Task goal: An exact copy of the whole listing is required.

◇ ◇ ◇ ◇

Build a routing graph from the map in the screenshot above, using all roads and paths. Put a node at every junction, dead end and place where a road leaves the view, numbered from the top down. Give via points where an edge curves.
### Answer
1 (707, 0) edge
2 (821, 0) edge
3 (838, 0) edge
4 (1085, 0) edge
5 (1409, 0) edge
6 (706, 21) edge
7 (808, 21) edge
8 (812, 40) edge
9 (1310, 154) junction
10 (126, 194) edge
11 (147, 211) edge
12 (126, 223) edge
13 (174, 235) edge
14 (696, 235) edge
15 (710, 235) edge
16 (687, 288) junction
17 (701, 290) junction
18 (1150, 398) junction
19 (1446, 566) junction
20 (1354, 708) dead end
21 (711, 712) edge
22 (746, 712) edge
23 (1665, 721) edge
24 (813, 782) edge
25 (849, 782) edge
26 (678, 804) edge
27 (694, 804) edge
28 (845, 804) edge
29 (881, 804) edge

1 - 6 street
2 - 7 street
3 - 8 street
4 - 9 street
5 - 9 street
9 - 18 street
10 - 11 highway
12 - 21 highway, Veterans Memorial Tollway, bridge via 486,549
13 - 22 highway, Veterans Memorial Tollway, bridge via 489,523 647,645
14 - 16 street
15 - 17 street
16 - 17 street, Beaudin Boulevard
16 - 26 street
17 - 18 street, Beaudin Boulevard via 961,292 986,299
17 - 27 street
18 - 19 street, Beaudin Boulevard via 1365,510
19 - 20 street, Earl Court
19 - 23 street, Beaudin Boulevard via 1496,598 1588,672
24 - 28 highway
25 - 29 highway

◇ ◇ ◇ ◇

Response to the task:
Build a routing graph from the map in the screenshot above, using all roads and paths. Put a node at every junction, dead end and place where a road leaves the view, numbered from the top down. Give via points where an edge curves.
### Answer
1 (707, 0) edge
2 (821, 0) edge
3 (838, 0) edge
4 (1085, 0) edge
5 (1409, 0) edge
6 (706, 21) edge
7 (808, 21) edge
8 (812, 40) edge
9 (1310, 154) junction
10 (126, 194) edge
11 (147, 211) edge
12 (126, 223) edge
13 (174, 235) edge
14 (696, 235) edge
15 (710, 235) edge
16 (687, 288) junction
17 (701, 290) junction
18 (1150, 398) junction
19 (1446, 566) junction
20 (1354, 708) dead end
21 (711, 712) edge
22 (746, 712) edge
23 (1665, 721) edge
24 (813, 782) edge
25 (849, 782) edge
26 (678, 804) edge
27 (694, 804) edge
28 (845, 804) edge
29 (881, 804) edge

1 - 6 street
2 - 7 street
3 - 8 street
4 - 9 street
5 - 9 street
9 - 18 street
10 - 11 highway
12 - 21 highway, Veterans Memorial Tollway, bridge via 486,549
13 - 22 highway, Veterans Memorial Tollway, bridge via 489,523 647,645
14 - 16 street
15 - 17 street
16 - 17 street, Beaudin Boulevard
16 - 26 street
17 - 18 street, Beaudin Boulevard via 961,292 986,299
17 - 27 street
18 - 19 street, Beaudin Boulevard via 1365,510
19 - 20 street, Earl Court
19 - 23 street, Beaudin Boulevard via 1496,598 1588,672
24 - 28 highway
25 - 29 highway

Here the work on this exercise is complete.